For the full API, see the [Python documentation](https://ducklake-sdk.readthedocs.io) or the
[Rust API docs](https://docs.rs/ducklake).

## Features

The Rust core — and therefore every SDK built on top of it — supports:

- **Metadata operations** — schemas, tables,
  [schema evolution](https://ducklake.select/docs/stable/duckdb/usage/schema_evolution),
  [partitioning](https://ducklake.select/docs/stable/duckdb/advanced_features/partitioning),
  [constraints](https://ducklake.select/docs/stable/duckdb/advanced_features/constraints), and
  [table/column tags](https://ducklake.select/docs/stable/duckdb/advanced_features/comments)
- **[Transactions](https://ducklake.select/docs/stable/duckdb/advanced_features/transactions)** with
  [conflict resolution](https://ducklake.select/docs/stable/duckdb/advanced_features/conflict_resolution)
- **[Data inlining](https://ducklake.select/docs/stable/duckdb/advanced_features/data_inlining)** for small writes
- **[Metadata configuration](https://ducklake.select/docs/stable/duckdb/usage/configuration)**
- **[Time travel](https://ducklake.select/docs/stable/duckdb/usage/time_travel)** queries

The Python SDK additionally provides:

- Reading and writing data through [Polars](https://github.com/pola-rs/polars)
- Reading, writing, and deleting data through [DuckDB](https://github.com/duckdb/duckdb)
- [Maintenance operations](https://ducklake.select/docs/stable/duckdb/maintenance/recommended_maintenance) —
  compaction, snapshot expiration, and more — via DuckDB

### Compatibility Matrix

**Catalog Databases**

| Database | Status                  |
| -------- | ----------------------- |
| SQLite   | ✅                      |
| Postgres | ✅                      |
| MySQL    | 🟧 (no data inlining\*) |

<sub>\*Data inlining for MySQL is not defined in the DuckLake specification.</sub>

**Storage Backends**

| Backend              | Status |
| -------------------- | ------ |
| Local / NFS          | ✅     |
| AWS S3-compatible    | ✅     |
| Google Cloud Storage | ❌     |
| Azure Blob Storage   | ❌     |

**DuckLake Specification Versions**

| Version | Status                  |
| ------- | ----------------------- |
| 1.0     | ✅ (actively supported) |
| 0.4     | ⬆️ (requires migration) |
| 0.3     | ⬆️ (requires migration) |
| 0.2     | ⬆️ (requires migration) |
| 0.1     | ⬆️ (requires migration) |

See the DuckLake [release calendar](https://ducklake.select/release_calendar) for upcoming versions.

## Project Status

<!-- prettier-ignore -->
> [!NOTE]
> This project is in **alpha**. It will move to beta once the full specification is implemented, and to stable once
> all relevant limitations have been addressed. Expect occasional breaking changes until then.

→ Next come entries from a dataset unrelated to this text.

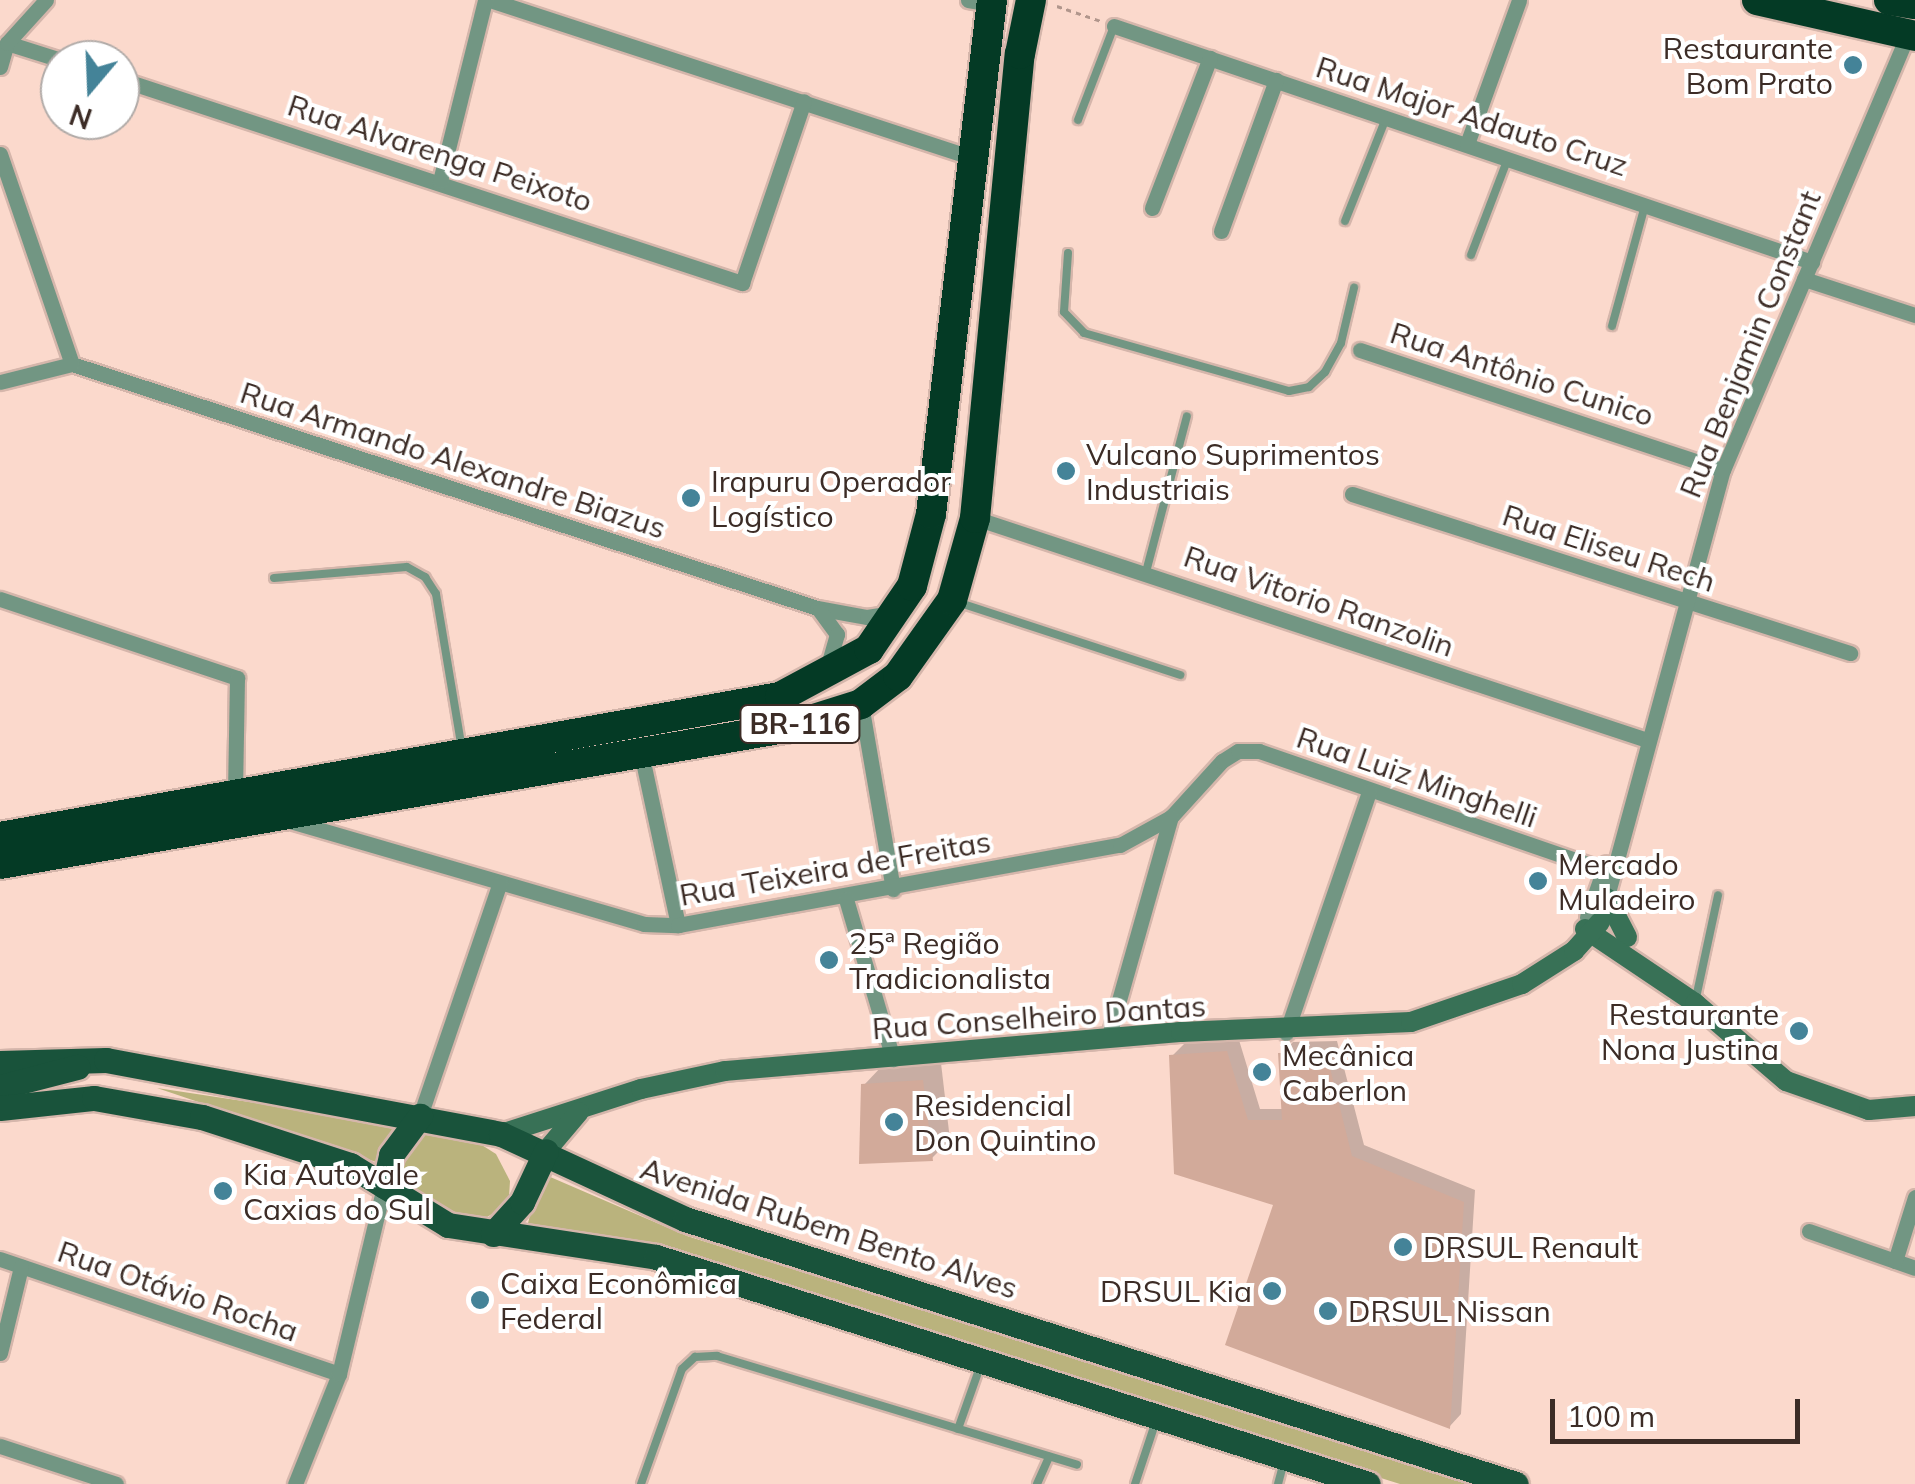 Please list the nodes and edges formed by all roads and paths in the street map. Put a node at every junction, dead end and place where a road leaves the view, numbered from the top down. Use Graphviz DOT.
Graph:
graph roads {
  1 [pos="46,0"];
  2 [pos="488,0"];
  3 [pos="1520,0"];
  4 [pos="1757,0"];
  5 [pos="1889,0"];
  6 [pos="985,2"];
  7 [pos="1043,2"];
  8 [pos="1915,4"];
  9 [pos="1114,26"];
  10 [pos="7,43"];
  11 [pos="1909,44"];
  12 [pos="40,53"];
  13 [pos="1210,58"];
  14 [pos="0,67"];
  15 [pos="1276,80"];
  16 [pos="140,85"];
  17 [pos="804,101"];
  18 [pos="1386,118"];
  19 [pos="1078,120"];
  20 [pos="1467,144"];
  21 [pos="0,154"];
  22 [pos="970,156"];
  23 [pos="1508,158"];
  24 [pos="440,181"];
  25 [pos="1646,202"];
  26 [pos="1152,208"];
  27 [pos="1345,220"];
  28 [pos="1221,231"];
  29 [pos="1068,253"];
  30 [pos="1471,256"];
  31 [pos="1812,262"];
  32 [pos="1804,279"];
  33 [pos="1354,288"];
  34 [pos="1915,316"];
  35 [pos="1612,326"];
  36 [pos="1341,343"];
  37 [pos="1360,350"];
  38 [pos="72,364"];
  39 [pos="0,382"];
  40 [pos="1188,416"];
  41 [pos="1723,470"];
  42 [pos="1352,494"];
  43 [pos="975,518"];
  44 [pos="1146,572"];
  45 [pos="274,578"];
  46 [pos="0,599"];
  47 [pos="952,600"];
  48 [pos="1685,602"];
  49 [pos="817,608"];
  50 [pos="899,611"];
  51 [pos="1850,654"];
  52 [pos="1180,675"];
  53 [pos="823,679"];
  54 [pos="861,704"];
  55 [pos="1644,739"];
  56 [pos="1259,752"];
  57 [pos="463,753"];
  58 [pos="642,757"];
  59 [pos="235,792"];
  60 [pos="1369,792"];
  61 [pos="1171,817"];
  62 [pos="279,818"];
  63 [pos="0,823"];
  64 [pos="44,828"];
  65 [pos="0,837"];
  66 [pos="0,864"];
  67 [pos="1608,871"];
  68 [pos="500,883"];
  69 [pos="893,889"];
  70 [pos="1718,895"];
  71 [pos="846,898"];
  72 [pos="1606,898"];
  73 [pos="678,925"];
  74 [pos="1591,925"];
  75 [pos="1627,946"];
  76 [pos="1574,952"];
  77 [pos="1503,987"];
  78 [pos="1695,1003"];
  79 [pos="1286,1033"];
  80 [pos="1108,1038"];
  81 [pos="893,1058"];
  82 [pos="106,1060"];
  83 [pos="0,1063"];
  84 [pos="0,1087"];
  85 [pos="1915,1106"];
  86 [pos="0,1108"];
  87 [pos="579,1112"];
  88 [pos="420,1116"];
  89 [pos="501,1134"];
  90 [pos="556,1150"];
  91 [pos="384,1186"];
  92 [pos="1915,1197"];
  93 [pos="1810,1231"];
  94 [pos="492,1234"];
  95 [pos="0,1259"];
  96 [pos="1895,1261"];
  97 [pos="21,1267"];
  98 [pos="1915,1268"];
  99 [pos="0,1352"];
  100 [pos="982,1360"];
  101 [pos="339,1374"];
  102 [pos="1157,1416"];
  103 [pos="958,1429"];
  104 [pos="0,1446"];
  105 [pos="1049,1456"];
  106 [pos="1286,1458"];
  107 [pos="1078,1465"];
  108 [pos="116,1484"];
  109 [pos="295,1484"];
  110 [pos="641,1484"];
  111 [pos="1037,1484"];
  112 [pos="1135,1484"];
  113 [pos="1278,1484"];
  114 [pos="1368,1484"];
  115 [pos="1516,1484"];
  1 -- 10 [label="street"];
  2 -- 17 [label="street"];
  2 -- 24 [label="street"];
  3 -- 20 [label="street"];
  4 -- 11 [label="highway"];
  5 -- 8 [label="highway"];
  6 -- 22 [label="highway, BR-116"];
  7 -- 9 [label="path"];
  7 -- 43 [label="highway, BR-116"];
  9 -- 13 [label="street, Rua Major Adauto Cruz"];
  9 -- 19 [label="lane"];
  10 -- 12 [label="street"];
  10 -- 14 [label="street"];
  11 -- 31 [label="street, Rua Benjamin Constant"];
  13 -- 15 [label="street, Rua Major Adauto Cruz"];
  13 -- 26 [label="street"];
  15 -- 18 [label="street, Rua Major Adauto Cruz"];
  15 -- 28 [label="street"];
  16 -- 24 [label="street, Rua Alvarenga Peixoto"];
  17 -- 22 [label="street"];
  17 -- 24 [label="street, Rua Alvarenga Peixoto"];
  18 -- 20 [label="street, Rua Major Adauto Cruz"];
  18 -- 27 [label="lane"];
  20 -- 23 [label="street, Rua Major Adauto Cruz"];
  21 -- 38 [label="street"];
  22 -- 50 [label="highway, BR-116"];
  23 -- 25 [label="street, Rua Major Adauto Cruz"];
  23 -- 30 [label="lane"];
  25 -- 31 [label="street, Rua Major Adauto Cruz"];
  25 -- 35 [label="lane"];
  29 -- 36 [label="lane"];
  31 -- 32 [label="street, Rua Benjamin Constant"];
  32 -- 34 [label="street"];
  32 -- 41 [label="street, Rua Benjamin Constant"];
  33 -- 36 [label="lane"];
  36 -- 37 [label="lane"];
  37 -- 41 [label="street, Rua Antônio Cunico"];
  38 -- 39 [label="street"];
  38 -- 49 [label="street, Rua Armando Alexandre Biazus"];
  40 -- 44 [label="lane"];
  41 -- 48 [label="street, Rua Benjamin Constant"];
  42 -- 48 [label="street, Rua Eliseu Rech"];
  43 -- 44 [label="street, Rua Vitorio Ranzolin"];
  43 -- 47 [label="highway, BR-116"];
  44 -- 55 [label="street, Rua Vitorio Ranzolin"];
  45 -- 57 [label="lane"];
  46 -- 59 [label="street"];
  47 -- 52 [label="lane"];
  47 -- 54 [label="highway, BR-116"];
  48 -- 51 [label="street, Rua Eliseu Rech"];
  48 -- 55 [label="street, Rua Benjamin Constant"];
  49 -- 50 [label="street, Rua Armando Alexandre Biazus"];
  49 -- 53 [label="street"];
  50 -- 53 [label="highway, BR-116"];
  53 -- 57 [label="highway, BR-116"];
  54 -- 58 [label="highway, BR-116"];
  54 -- 69 [label="street"];
  55 -- 67 [label="street, Rua Benjamin Constant"];
  56 -- 60 [label="street, Rua Luiz Minghelli"];
  56 -- 61 [label="street, Rua Teixeira de Freitas"];
  57 -- 59 [label="highway, BR-116"];
  58 -- 62 [label="highway, BR-116"];
  58 -- 73 [label="street"];
  59 -- 64 [label="highway, BR-116"];
  60 -- 67 [label="street, Rua Luiz Minghelli"];
  60 -- 79 [label="street"];
  61 -- 69 [label="street, Rua Teixeira de Freitas"];
  61 -- 80 [label="street"];
  62 -- 66 [label="highway, BR-116"];
  62 -- 68 [label="street, Rua Teixeira de Freitas"];
  63 -- 64 [label="highway"];
  64 -- 65 [label="highway, BR-116"];
  67 -- 72 [label="street, Rua Benjamin Constant"];
  67 -- 74 [label="street, Rua Benjamin Constant"];
  68 -- 73 [label="street, Rua Teixeira de Freitas"];
  68 -- 88 [label="street"];
  69 -- 71 [label="street, Rua Teixeira de Freitas"];
  70 -- 78 [label="lane"];
  71 -- 73 [label="street, Rua Teixeira de Freitas"];
  71 -- 81 [label="street"];
  72 -- 74 [label="street, Rua Benjamin Constant"];
  72 -- 75 [label="street"];
  74 -- 75 [label="street"];
  74 -- 76 [label="street, Rua Conselheiro Dantas"];
  74 -- 77 [label="street, Rua Conselheiro Dantas"];
  75 -- 76 [label="street"];
  75 -- 78 [label="street"];
  76 -- 77 [label="street, Rua Conselheiro Dantas"];
  77 -- 79 [label="street, Rua Conselheiro Dantas"];
  78 -- 85 [label="street"];
  79 -- 80 [label="street, Rua Conselheiro Dantas"];
  80 -- 81 [label="street, Rua Conselheiro Dantas"];
  81 -- 87 [label="street, Rua Conselheiro Dantas"];
  82 -- 83 [label="main road, Avenida Rubem Bento Alves"];
  82 -- 84 [label="main road"];
  82 -- 88 [label="main road, Avenida Rubem Bento Alves"];
  86 -- 91 [label="main road"];
  87 -- 89 [label="street, Rua Conselheiro Dantas"];
  87 -- 90 [label="street"];
  88 -- 89 [label="main road, Avenida Rubem Bento Alves"];
  88 -- 91 [label="main road"];
  89 -- 90 [label="main road, Avenida Rubem Bento Alves"];
  90 -- 94 [label="main road"];
  90 -- 115 [label="main road, Avenida Rubem Bento Alves"];
  91 -- 94 [label="main road"];
  91 -- 101 [label="street"];
  92 -- 96 [label="street"];
  93 -- 96 [label="street"];
  94 -- 100 [label="main road"];
  95 -- 97 [label="street, Rua Otávio Rocha"];
  96 -- 98 [label="street"];
  97 -- 99 [label="street"];
  97 -- 101 [label="street, Rua Otávio Rocha"];
  100 -- 102 [label="main road"];
  100 -- 103 [label="lane"];
  101 -- 109 [label="street"];
  102 -- 106 [label="main road"];
  102 -- 112 [label="lane"];
  103 -- 105 [label="lane"];
  103 -- 110 [label="lane"];
  104 -- 108 [label="street"];
  105 -- 107 [label="lane"];
  105 -- 111 [label="lane"];
  106 -- 113 [label="lane"];
  106 -- 114 [label="main road"];
}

### Not yet implemented from the specification

- [ ] `GEOMETRY` and `VARIANT` data types
- [ ] Mapping columns by name (Parquet files must currently carry field IDs)
- [ ] Views, macros, sort info, and encrypted files

### Known limitations

**Rust SDK** (may impact efficiency):

- [ ] Tables partitioned with a non-identity transform do not benefit from file pruning yet.
- [ ] Filters are not pushed down into the metadata query. Statistics are still loaded eagerly and used by readers to
      prune files, but the metadata query may transmit more data than necessary.
- [ ] Not tested on Windows.

**Python SDK**:

- [ ] Maintenance operations (compaction, snapshot expiration, ...) are dispatched to DuckDB rather than implemented
      natively.
- [ ] Performance of polars reads and writes can be optimized further:
  - Writes currently require reading the file footer after the file has already been written (see also
    https://github.com/pola-rs/polars/issues/27226)
  - Reads currently suffer from suboptimal footer reads (see also https://github.com/pola-rs/polars/issues/27227)

## Contributing

Contributions, bug reports, and feature requests are very welcome. See the
[contribution guidelines](.github/CONTRIBUTING.md) to get started.

## License

Licensed under the [MIT License](LICENSE).